§ Given data
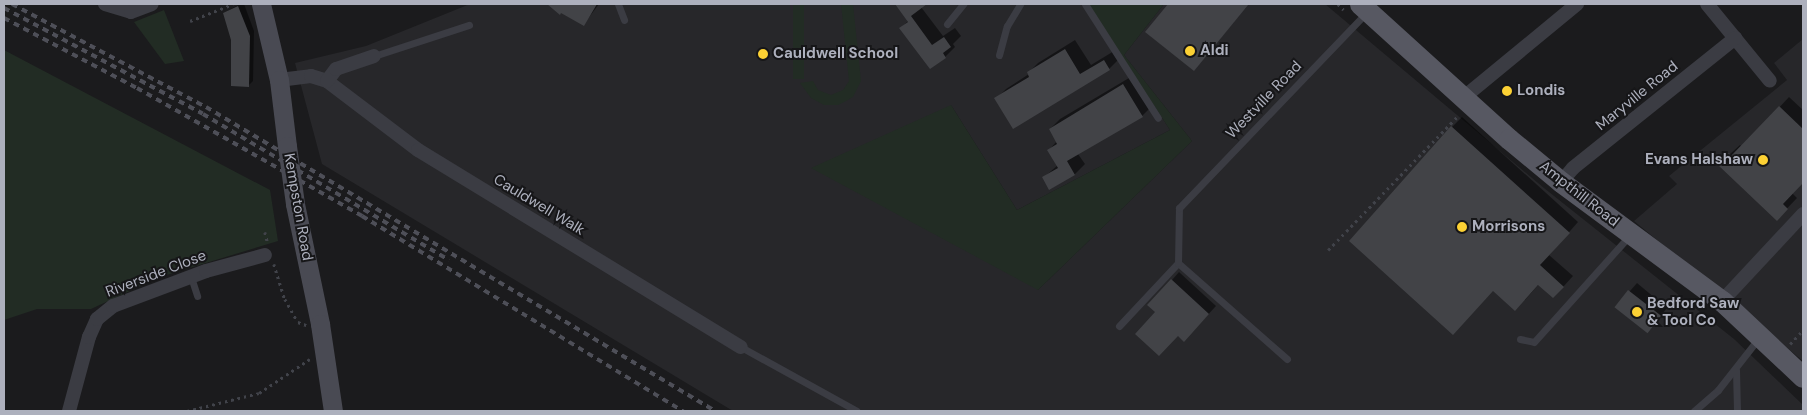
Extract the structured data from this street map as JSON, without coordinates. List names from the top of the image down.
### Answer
{
  "streets": {
    "main road": ["Ampthill Road", "Kempston Road"],
    "street": ["Maryville Road", "Cauldwell Walk", "Riverside Close"],
    "lane": ["Westville Road"]
  },
  "crossings": [
    ["Maryville Road", "Ampthill Road"],
    ["Westville Road", "Ampthill Road"],
    ["Cauldwell Walk", "Kempston Road"]
  ],
  "places": [
    "Aldi",
    "Cauldwell School",
    "Londis",
    "Evans Halshaw",
    "Morrisons",
    "Bedford Saw & Tool Co"
  ]
}
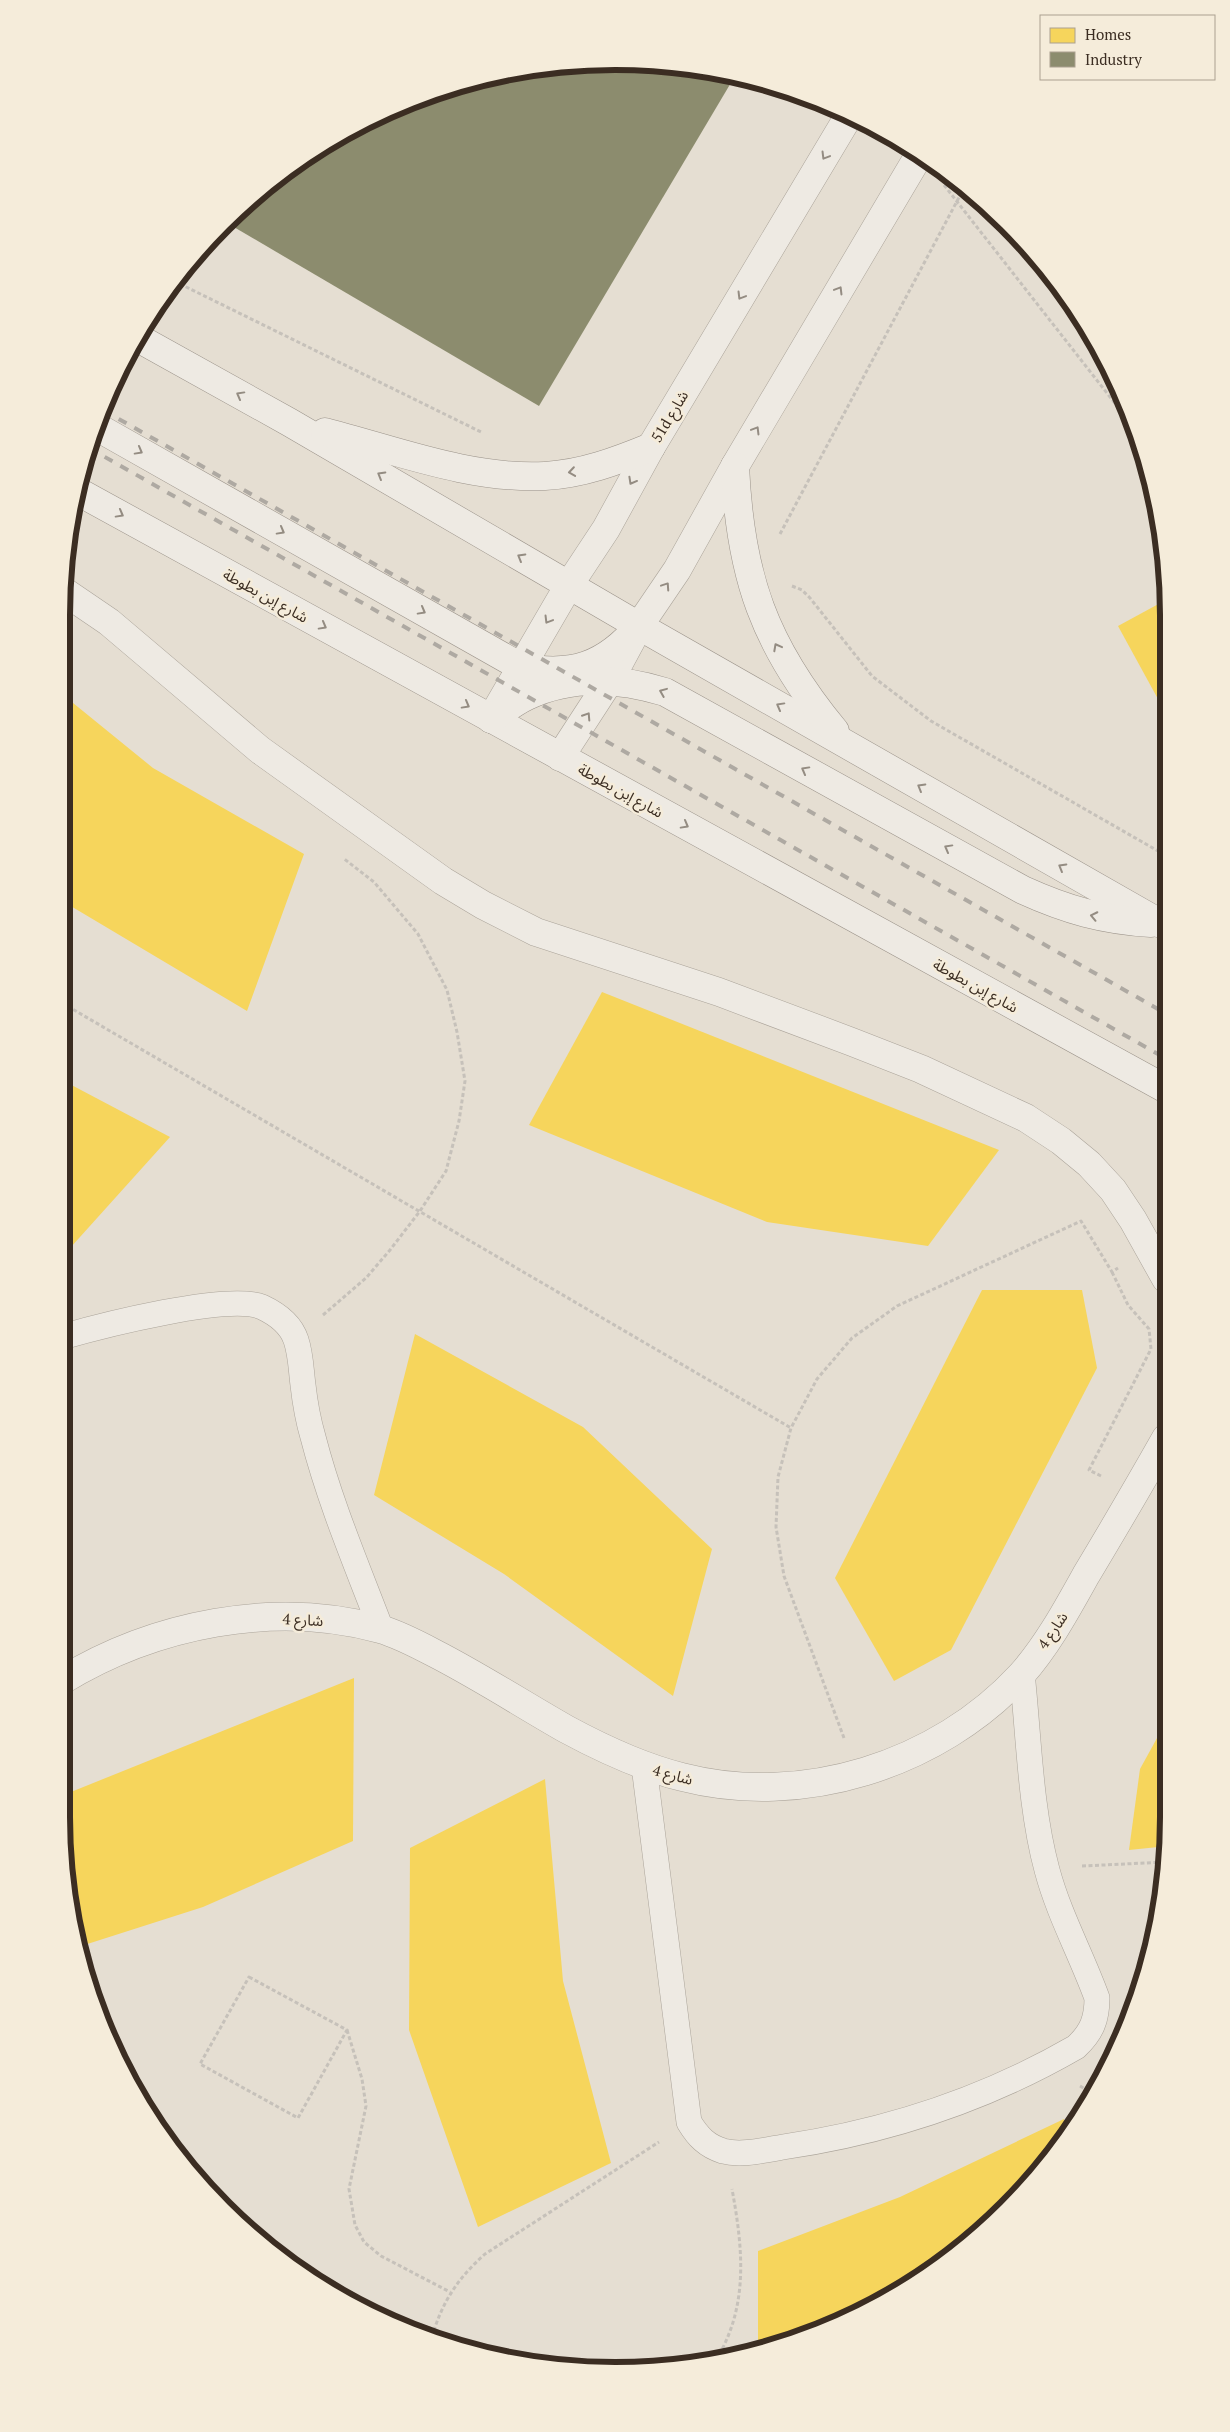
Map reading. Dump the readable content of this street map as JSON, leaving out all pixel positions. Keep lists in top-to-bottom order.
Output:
{
  "streets": {
    "main road": ["51d شارع", "شارع إبن بطوطة", "شارع 4"]
  },
  "crossings": [
    ["51d شارع", "شارع إبن بطوطة"]
  ],
  "legend": ["Homes", "Industry"]
}
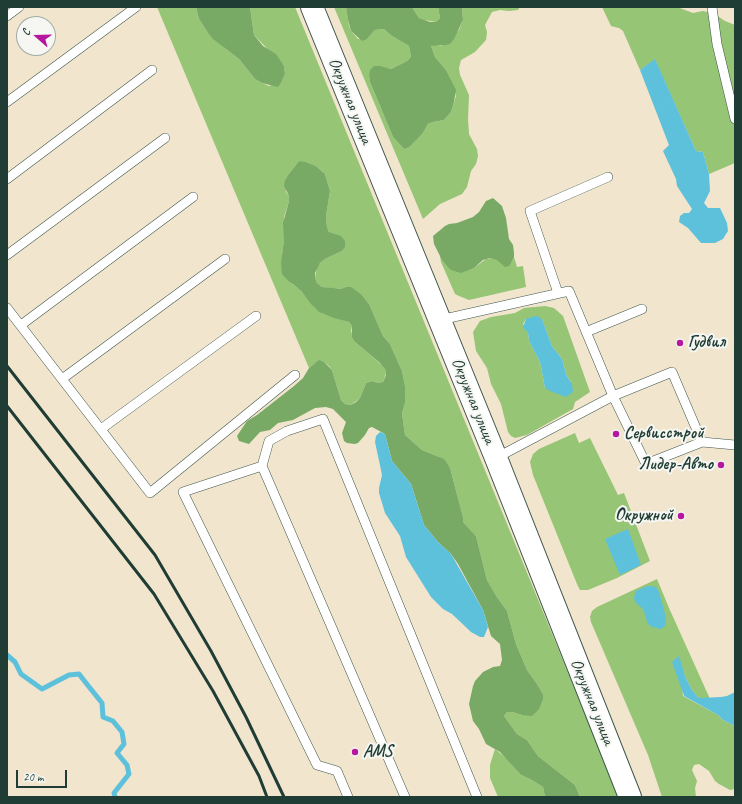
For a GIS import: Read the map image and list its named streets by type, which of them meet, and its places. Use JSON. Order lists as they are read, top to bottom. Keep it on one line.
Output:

§ What needs to be done
Find the line containing "For a GIS import: Read" in the data above. Please transcribe it and every line after it, exactly.

§ Expected answer
For a GIS import: Read the map image and list its named streets by type, which of them meet, and its places. Use JSON. Order lists as they are read, top to bottom. Keep it on one line.
Output:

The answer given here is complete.